Im August beteiligt sich der Verein wie alle Jahre am Sommerferienprogramm mit einer "Erlebnisstadtführung für Kinder" im Alter von 8 bis 12 Jahren mit der Vereinsvorsitzenden Judith Bruckner.

Dem Tag des offenen Denkmals am Sonntag, 12. September, gilt die besondere Aufmerksamkeit des Vereins. Der Tag steht unter dem Motto "Sein und Schein – in Geschichte, Architektur und Denkmalpflege".

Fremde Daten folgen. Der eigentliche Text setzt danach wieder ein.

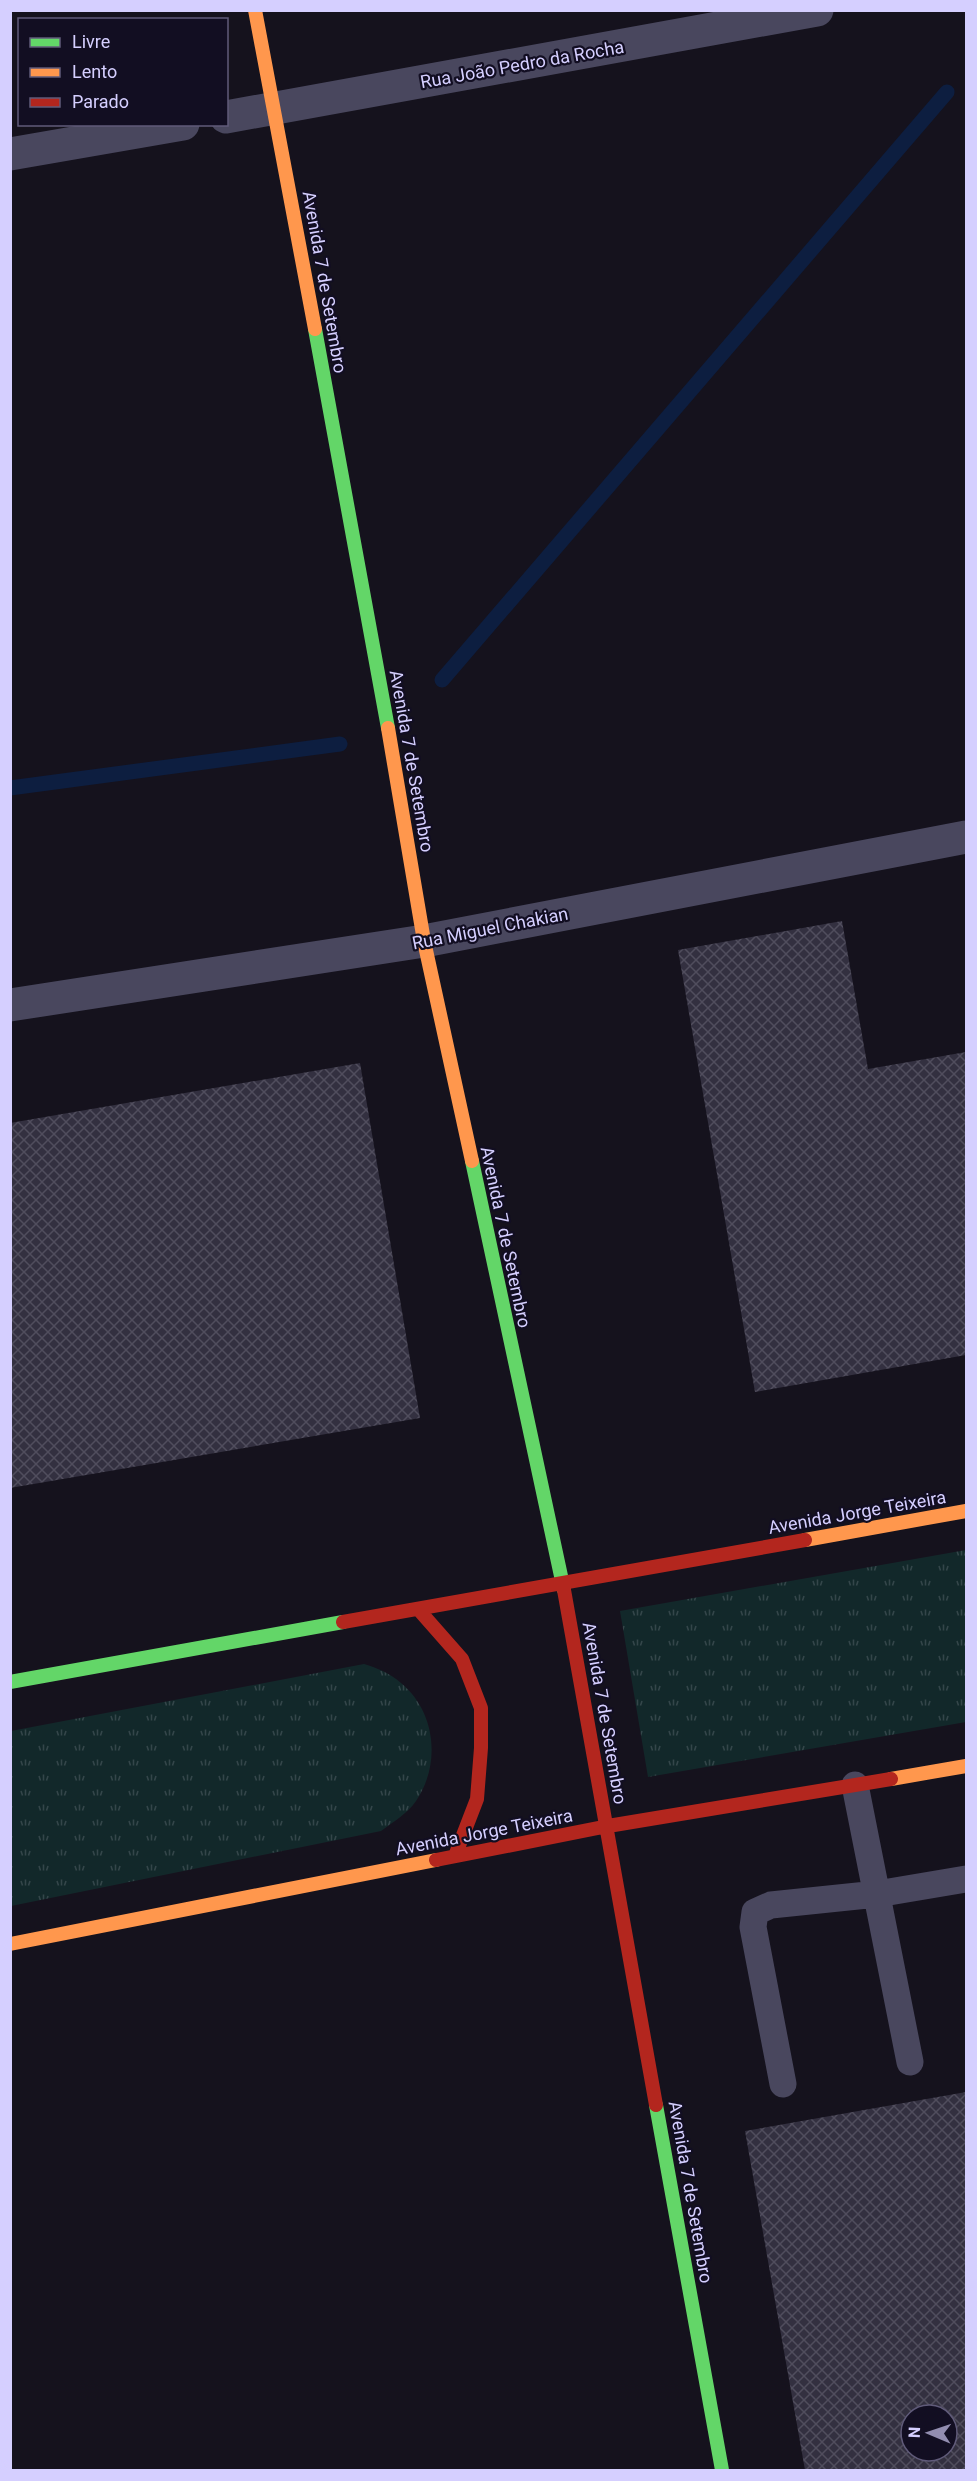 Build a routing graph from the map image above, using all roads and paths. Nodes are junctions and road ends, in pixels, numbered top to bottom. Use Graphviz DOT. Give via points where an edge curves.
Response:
graph roads {
  1 [pos="255,10"];
  2 [pos="817,10"];
  3 [pos="275,109"];
  4 [pos="228,117"];
  5 [pos="171,126"];
  6 [pos="10,154"];
  7 [pos="966,837"];
  8 [pos="424,941"];
  9 [pos="10,1005"];
  10 [pos="966,1511"];
  11 [pos="563,1584"];
  12 [pos="418,1609"];
  13 [pos="10,1682"];
  14 [pos="966,1766"];
  15 [pos="855,1785"];
  16 [pos="608,1826"];
  17 [pos="455,1856"];
  18 [pos="966,1879"];
  19 [pos="877,1894"];
  20 [pos="10,1944"];
  21 [pos="910,2062"];
  22 [pos="783,2084"];
  23 [pos="722,2470"];
  1 -- 3 [label="main road, Avenida 7 de Setembro"];
  2 -- 3 [label="street, Rua João Pedro da Rocha"];
  3 -- 4 [label="street, Rua João Pedro da Rocha"];
  3 -- 8 [label="main road, Avenida 7 de Setembro"];
  5 -- 6 [label="street"];
  7 -- 8 [label="street, Rua Miguel Chakian"];
  8 -- 9 [label="street, Rua Miguel Chakian"];
  8 -- 11 [label="main road, Avenida 7 de Setembro"];
  10 -- 11 [label="main road, Avenida Jorge Teixeira"];
  11 -- 12 [label="main road, Avenida Jorge Teixeira"];
  11 -- 16 [label="main road, Avenida 7 de Setembro"];
  12 -- 13 [label="main road, Avenida Jorge Teixeira"];
  12 -- 17 [label="main road" via="462,1659 480,1708 477,1799"];
  14 -- 15 [label="main road, Avenida Jorge Teixeira"];
  15 -- 16 [label="main road, Avenida Jorge Teixeira"];
  15 -- 19 [label="lane"];
  16 -- 17 [label="main road, Avenida Jorge Teixeira"];
  16 -- 23 [label="main road, Avenida 7 de Setembro"];
  17 -- 20 [label="main road, Avenida Jorge Teixeira"];
  18 -- 19 [label="lane"];
  19 -- 21 [label="lane"];
  19 -- 22 [label="lane" via="771,1905 755,1912 753,1927"];
}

Am Samstag, 18. September, besucht der Verein die Stadt Schwäbisch Gmünd, die sich stolz älteste Stauferstadt nennt, liegt sie doch in der Nähe der Stammburg des mächtigen schwäbischen Adelsgeschlechts der Staufer mit den berühmten Kaisern des Heiligen Römischen Reichs Deutscher Nation Friedrich I., genannt Barbarossa, und Friedrich II., dessen Reich bis nach Sizilien ausgedehnt war.

Zur mittlerweile 18. Eisenbahnnostalgieexkursion lädt die Interessengruppe "Altensteigerle" die Freunde alter Eisenbahnen am Sonntag, 26. September, ein. Mit der Bahn geht es zu den Trossinger Eisenbahnfreunden, wo auch der älteste noch betriebene Elektrozug zu erleben ist.

Die Realisierung des Programms bleibt weiterhin abhängig von der Entwicklung der Pandemie mit deren Unwägbarkeiten. Änderungen werden vom Verein rechtzeitig bekannt gemacht. Siehe auch www.geschichtsverein-nagold.de.